Stored data entries:
****

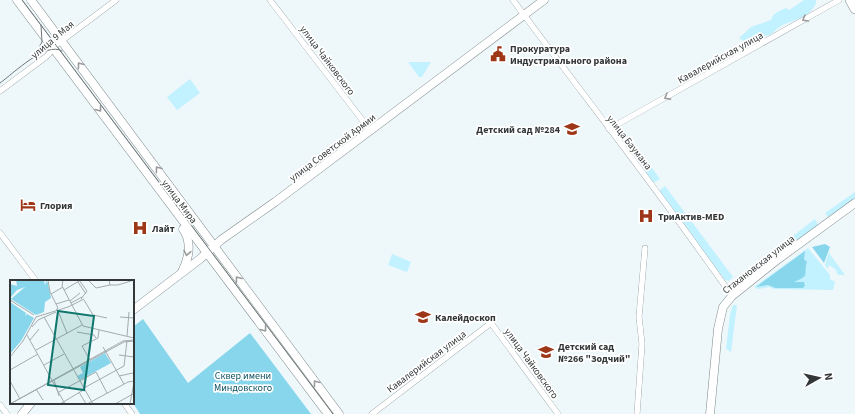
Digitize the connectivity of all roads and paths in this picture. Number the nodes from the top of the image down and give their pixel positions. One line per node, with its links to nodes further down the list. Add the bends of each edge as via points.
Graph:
1 (17, 0): 12 (main road, улица Мира)
2 (31, 0): 11 (main road, улица Мира)
3 (116, 0): 11 (street, улица 9 Мая)
4 (270, 0): 15 (street, улица Чайковского)
5 (513, 0): 10 (street, улица Баумана)
6 (544, 0): 10 (main road, улица Советской Армии)
7 (839, 0): 14 (street, Кавалерийская улица, one-way to 14)
8 (850, 0): 9 (main road)
9 (855, 9)
10 (524, 15): 14 (street, улица Баумана); 15 (main road, улица Советской Армии)
11 (62, 40): 12 (street, улица 9 Мая); 19 (main road, улица Мира, one-way to 11)
12 (53, 48): 13 (street, улица 9 Мая, via 47,56); 17 (main road, улица Мира, one-way to 17)
13 (0, 91)
14 (609, 129): 24 (street, улица Баумана)
15 (370, 130): 19 (main road, улица Советской Армии)
16 (855, 203): 24 (main road, Стахановская улица)
17 (174, 209): 21 (main road, улица Мира); 22 (main road, one-way to 22, via 177,221 189,237)
18 (0, 233): 23 (street)
19 (214, 246): 21 (main road, улица Советской Армии); 34 (main road, улица Мира, one-way to 19)
20 (646, 248): 37 (street, via 639,318 642,344)
21 (207, 253): 22 (main road, улица Советской Армии); 33 (main road, улица Мира, one-way to 33)
22 (182, 272): 25 (main road, улица Советской Армии)
23 (35, 280)
24 (732, 296): 38 (main road, Стахановская улица, via 723,307 720,317)
25 (134, 309)
26 (492, 323): 35 (street, Кавалерийская улица); 36 (street, улица Чайковского)
27 (30, 404): 31 (main road)
28 (125, 404): 32 (street)
29 (0, 405): 30 (street)
30 (7, 414)
31 (22, 414)
32 (132, 414)
33 (328, 414)
34 (339, 414)
35 (372, 414)
36 (558, 414)
37 (637, 414)
38 (710, 414)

****

Exercise instructions:
Your answer must be a verbatim copy of the entries above, with no images included.

Solution to this task:
Digitize the connectivity of all roads and paths in this picture. Number the nodes from the top of the image down and give their pixel positions. One line per node, with its links to nodes further down the list. Add the bends of each edge as via points.
Graph:
1 (17, 0): 12 (main road, улица Мира)
2 (31, 0): 11 (main road, улица Мира)
3 (116, 0): 11 (street, улица 9 Мая)
4 (270, 0): 15 (street, улица Чайковского)
5 (513, 0): 10 (street, улица Баумана)
6 (544, 0): 10 (main road, улица Советской Армии)
7 (839, 0): 14 (street, Кавалерийская улица, one-way to 14)
8 (850, 0): 9 (main road)
9 (855, 9)
10 (524, 15): 14 (street, улица Баумана); 15 (main road, улица Советской Армии)
11 (62, 40): 12 (street, улица 9 Мая); 19 (main road, улица Мира, one-way to 11)
12 (53, 48): 13 (street, улица 9 Мая, via 47,56); 17 (main road, улица Мира, one-way to 17)
13 (0, 91)
14 (609, 129): 24 (street, улица Баумана)
15 (370, 130): 19 (main road, улица Советской Армии)
16 (855, 203): 24 (main road, Стахановская улица)
17 (174, 209): 21 (main road, улица Мира); 22 (main road, one-way to 22, via 177,221 189,237)
18 (0, 233): 23 (street)
19 (214, 246): 21 (main road, улица Советской Армии); 34 (main road, улица Мира, one-way to 19)
20 (646, 248): 37 (street, via 639,318 642,344)
21 (207, 253): 22 (main road, улица Советской Армии); 33 (main road, улица Мира, one-way to 33)
22 (182, 272): 25 (main road, улица Советской Армии)
23 (35, 280)
24 (732, 296): 38 (main road, Стахановская улица, via 723,307 720,317)
25 (134, 309)
26 (492, 323): 35 (street, Кавалерийская улица); 36 (street, улица Чайковского)
27 (30, 404): 31 (main road)
28 (125, 404): 32 (street)
29 (0, 405): 30 (street)
30 (7, 414)
31 (22, 414)
32 (132, 414)
33 (328, 414)
34 (339, 414)
35 (372, 414)
36 (558, 414)
37 (637, 414)
38 (710, 414)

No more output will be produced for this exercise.